*** RECORDS PROVIDED Section Begins ***

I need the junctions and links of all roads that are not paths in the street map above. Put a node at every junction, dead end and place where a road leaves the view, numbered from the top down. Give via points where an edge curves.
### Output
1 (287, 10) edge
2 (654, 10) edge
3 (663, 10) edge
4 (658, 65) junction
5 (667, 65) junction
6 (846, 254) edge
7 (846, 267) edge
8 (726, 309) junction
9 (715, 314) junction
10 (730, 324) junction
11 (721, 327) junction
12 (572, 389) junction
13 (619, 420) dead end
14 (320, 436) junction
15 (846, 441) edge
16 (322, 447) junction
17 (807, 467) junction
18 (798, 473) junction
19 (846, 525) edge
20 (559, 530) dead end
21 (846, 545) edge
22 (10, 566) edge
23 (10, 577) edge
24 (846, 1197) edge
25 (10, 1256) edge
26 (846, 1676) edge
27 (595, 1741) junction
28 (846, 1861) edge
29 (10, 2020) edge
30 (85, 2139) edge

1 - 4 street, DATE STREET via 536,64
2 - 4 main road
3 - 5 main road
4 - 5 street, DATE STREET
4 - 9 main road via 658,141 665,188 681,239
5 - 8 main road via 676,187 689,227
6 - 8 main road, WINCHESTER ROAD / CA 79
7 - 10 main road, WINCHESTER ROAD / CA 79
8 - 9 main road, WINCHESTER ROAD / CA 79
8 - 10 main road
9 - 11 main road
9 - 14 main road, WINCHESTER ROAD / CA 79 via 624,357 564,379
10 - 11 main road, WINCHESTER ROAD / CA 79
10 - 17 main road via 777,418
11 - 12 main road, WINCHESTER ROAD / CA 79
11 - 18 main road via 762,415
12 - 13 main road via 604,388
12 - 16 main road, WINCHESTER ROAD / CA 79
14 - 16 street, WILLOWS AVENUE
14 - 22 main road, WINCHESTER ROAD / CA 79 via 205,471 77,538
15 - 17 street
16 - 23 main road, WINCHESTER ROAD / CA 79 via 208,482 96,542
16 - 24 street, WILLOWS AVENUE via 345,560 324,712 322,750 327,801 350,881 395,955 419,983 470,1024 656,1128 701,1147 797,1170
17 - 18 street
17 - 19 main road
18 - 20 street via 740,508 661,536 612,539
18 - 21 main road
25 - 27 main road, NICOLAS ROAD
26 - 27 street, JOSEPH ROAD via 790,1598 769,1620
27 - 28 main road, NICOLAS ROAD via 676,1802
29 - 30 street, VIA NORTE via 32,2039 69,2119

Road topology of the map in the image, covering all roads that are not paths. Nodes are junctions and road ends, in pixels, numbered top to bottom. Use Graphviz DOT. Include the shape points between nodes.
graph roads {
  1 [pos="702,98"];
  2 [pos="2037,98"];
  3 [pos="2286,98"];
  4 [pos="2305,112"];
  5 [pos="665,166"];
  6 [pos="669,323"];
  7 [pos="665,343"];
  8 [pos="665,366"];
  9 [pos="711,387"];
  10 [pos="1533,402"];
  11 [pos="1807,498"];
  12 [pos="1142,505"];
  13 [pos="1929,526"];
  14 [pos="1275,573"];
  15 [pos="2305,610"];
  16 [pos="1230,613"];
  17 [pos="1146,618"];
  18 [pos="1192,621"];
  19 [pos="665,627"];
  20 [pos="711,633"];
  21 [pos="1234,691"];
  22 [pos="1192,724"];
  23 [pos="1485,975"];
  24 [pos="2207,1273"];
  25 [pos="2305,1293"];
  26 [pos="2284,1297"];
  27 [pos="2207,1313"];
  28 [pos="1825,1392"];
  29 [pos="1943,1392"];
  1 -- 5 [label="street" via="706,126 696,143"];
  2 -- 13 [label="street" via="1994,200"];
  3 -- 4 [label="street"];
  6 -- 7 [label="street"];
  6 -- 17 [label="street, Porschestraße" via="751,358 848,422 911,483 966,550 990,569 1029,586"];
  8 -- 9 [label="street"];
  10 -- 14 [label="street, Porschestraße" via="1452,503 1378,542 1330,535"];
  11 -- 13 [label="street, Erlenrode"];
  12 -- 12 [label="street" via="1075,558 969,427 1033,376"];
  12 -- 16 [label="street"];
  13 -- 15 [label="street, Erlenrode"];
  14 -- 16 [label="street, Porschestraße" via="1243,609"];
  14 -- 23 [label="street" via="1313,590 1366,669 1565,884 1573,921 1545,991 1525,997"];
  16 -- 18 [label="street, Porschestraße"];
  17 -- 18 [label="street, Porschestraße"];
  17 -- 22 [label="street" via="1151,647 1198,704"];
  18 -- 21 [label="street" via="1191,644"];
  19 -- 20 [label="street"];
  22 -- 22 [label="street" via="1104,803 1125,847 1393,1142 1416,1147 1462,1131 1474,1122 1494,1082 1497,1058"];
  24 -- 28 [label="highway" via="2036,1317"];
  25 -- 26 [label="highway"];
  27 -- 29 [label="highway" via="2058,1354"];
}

*** RECORDS PROVIDED Section Ends ***

EXERCISE = Return each full line of the entries that contains the word "highway".

WRITTEN REPLY =
  24 -- 28 [label="highway" via="2036,1317"];
  25 -- 26 [label="highway"];
  27 -- 29 [label="highway" via="2058,1354"];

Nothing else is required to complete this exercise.